One of the problems with the train-the-trainer component of psychosocial care is that some of the trainees are themselves survivors of the disaster, which results in empathy with the survivors but some loss of objectivity in providing services. Trainees went on to train many groups of community-level workers to offer basic psychosocial care to disaster survivors, with NIMHANS teams available for support and consultation. The essentials of psychosocial care can be learned in a 3-day training period, but there are no data at this time to attest to the quality of care trainees provided to survivors or their retention of skills from the training program. These issues need to be addressed in future studies.

Conclusions

My study contributes evidence in support of a mental health intervention that reduces emotional distress for women survivors of disasters. After the psychosocial care intervention, women tsunami survivors had lower total IES scores and decreases in the intrusion, avoidance, and hypervigilance subscales, indicating improvement in symptoms. The limitations in the design of this study and the delayed implementation of the intervention reflect the fact that disaster response does not logistically or ethically lend itself to the research process.

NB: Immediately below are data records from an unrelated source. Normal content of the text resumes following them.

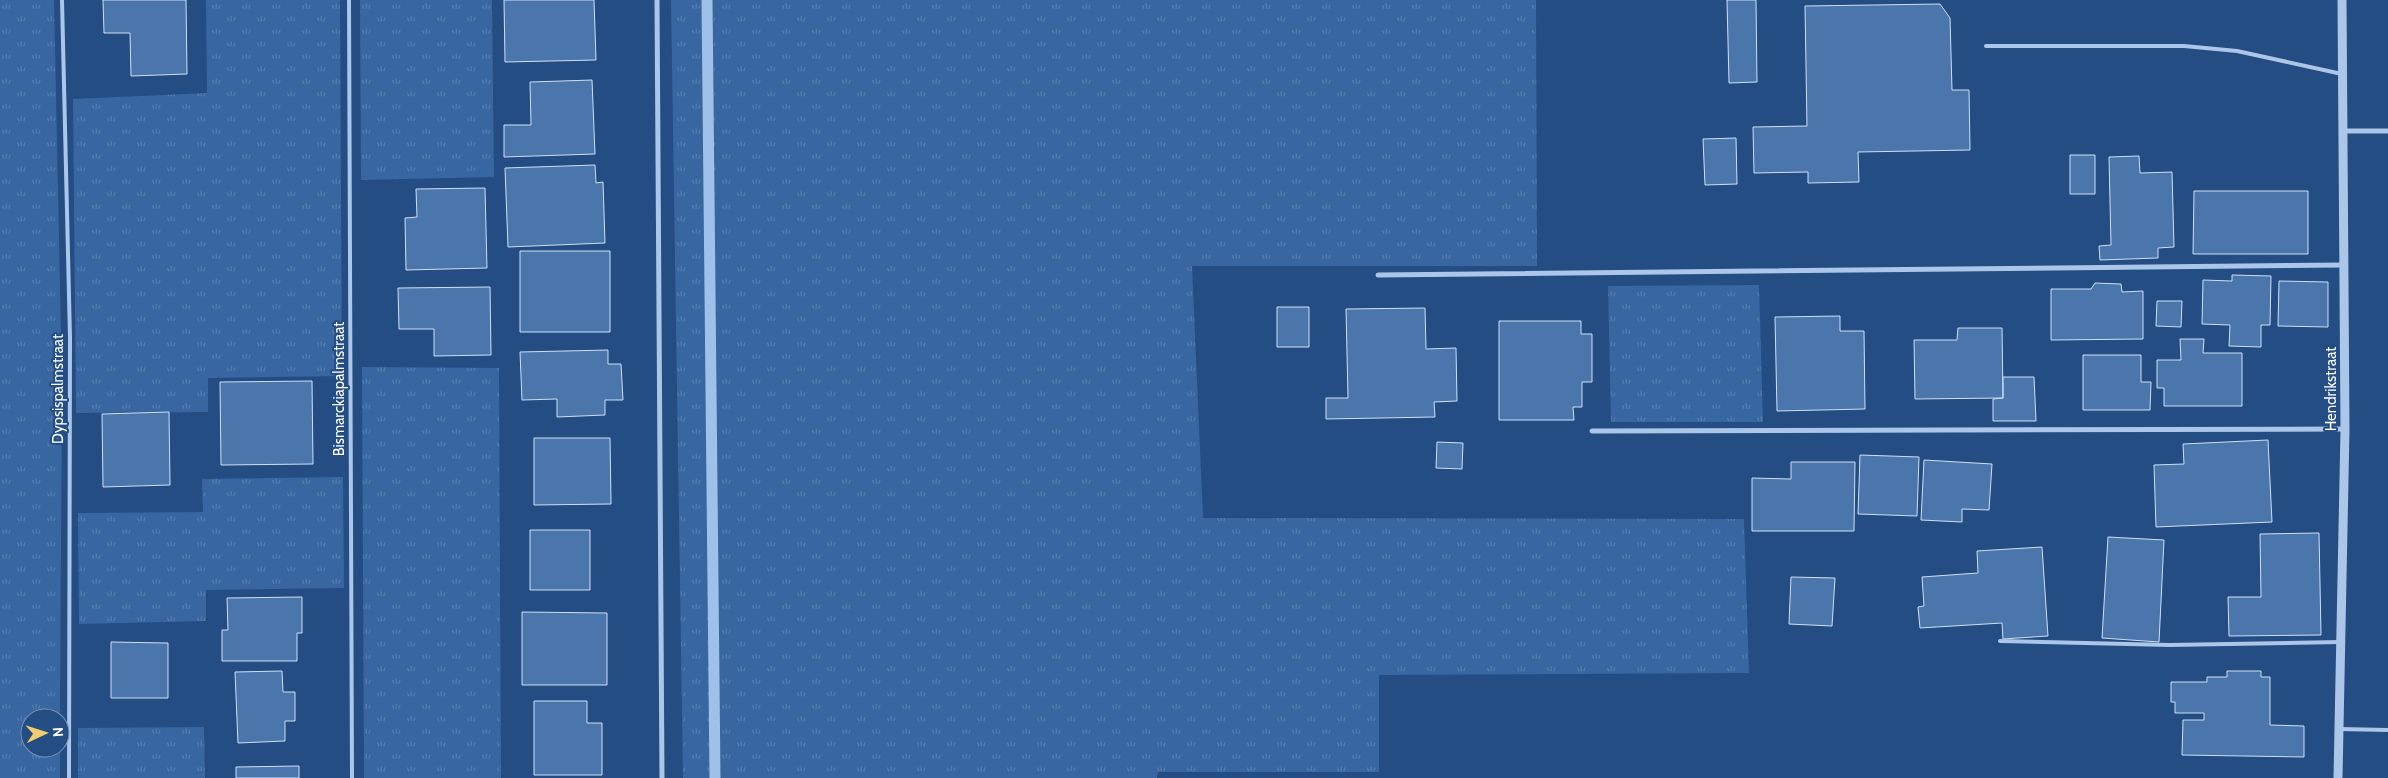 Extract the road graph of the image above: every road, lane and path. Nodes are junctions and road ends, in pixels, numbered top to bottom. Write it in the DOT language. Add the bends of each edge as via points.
graph roads {
  1 [pos="62,0"];
  2 [pos="349,0"];
  3 [pos="657,0"];
  4 [pos="2342,0"];
  5 [pos="1986,46"];
  6 [pos="2342,74"];
  7 [pos="2388,131"];
  8 [pos="2343,132"];
  9 [pos="2344,265"];
  10 [pos="1378,275"];
  11 [pos="2345,429"];
  12 [pos="1592,431"];
  13 [pos="2000,641"];
  14 [pos="2341,642"];
  15 [pos="2340,729"];
  16 [pos="2388,730"];
  17 [pos="69,778"];
  18 [pos="352,778"];
  19 [pos="662,778"];
  20 [pos="2338,778"];
  1 -- 17 [label="lane, Dypsispalmstraat" via="70,338"];
  2 -- 18 [label="lane, Bismarckiapalmstraat"];
  3 -- 19 [label="street"];
  4 -- 6 [label="street, Hendrikstraat"];
  5 -- 6 [label="lane" via="2184,46 2237,51"];
  6 -- 8 [label="street, Hendrikstraat"];
  7 -- 8 [label="street"];
  8 -- 9 [label="street, Hendrikstraat"];
  9 -- 10 [label="street"];
  9 -- 11 [label="street, Hendrikstraat"];
  11 -- 12 [label="street"];
  11 -- 14 [label="street, Hendrikstraat"];
  13 -- 14 [label="lane" via="2170,645"];
  14 -- 15 [label="street, Hendrikstraat"];
  15 -- 16 [label="lane"];
  15 -- 20 [label="street, Hendrikstraat"];
}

Psychosocial care, developed and implemented in India and based on long-term experience with disaster survivors, has become an integral part of national disaster policy in India.27 The World Health Organization recommends training and strengthening of infrastructure for psychosocial capacity building as a fundamental part of public health relief and reconstruction programs for survivors of human-made or natural disasters in developed and developing countries.28,29 Recent disasters in Iran, Pakistan, China, and the United States underscore the urgent need for mental health services as a crucial component of disaster policy and disaster response.

Acknowledgments

The study was supported by the Naval Health Research Center (grant N66001-03-D-2500 DO 0013), the Fulbright Foundation (grant 2004/VL/32), and the Ford Foundation.

Sincere thanks go to K. Sekar, professor, National Institute of Mental Health and Neurosciences, Bangalore, India, for his untiring efforts with disaster survivors.

Human Participant Protection

This study was approved by the University of South Florida institutional review board and the ethics committee, National Institute of Mental Health and Neurosciences, Bangalore, India.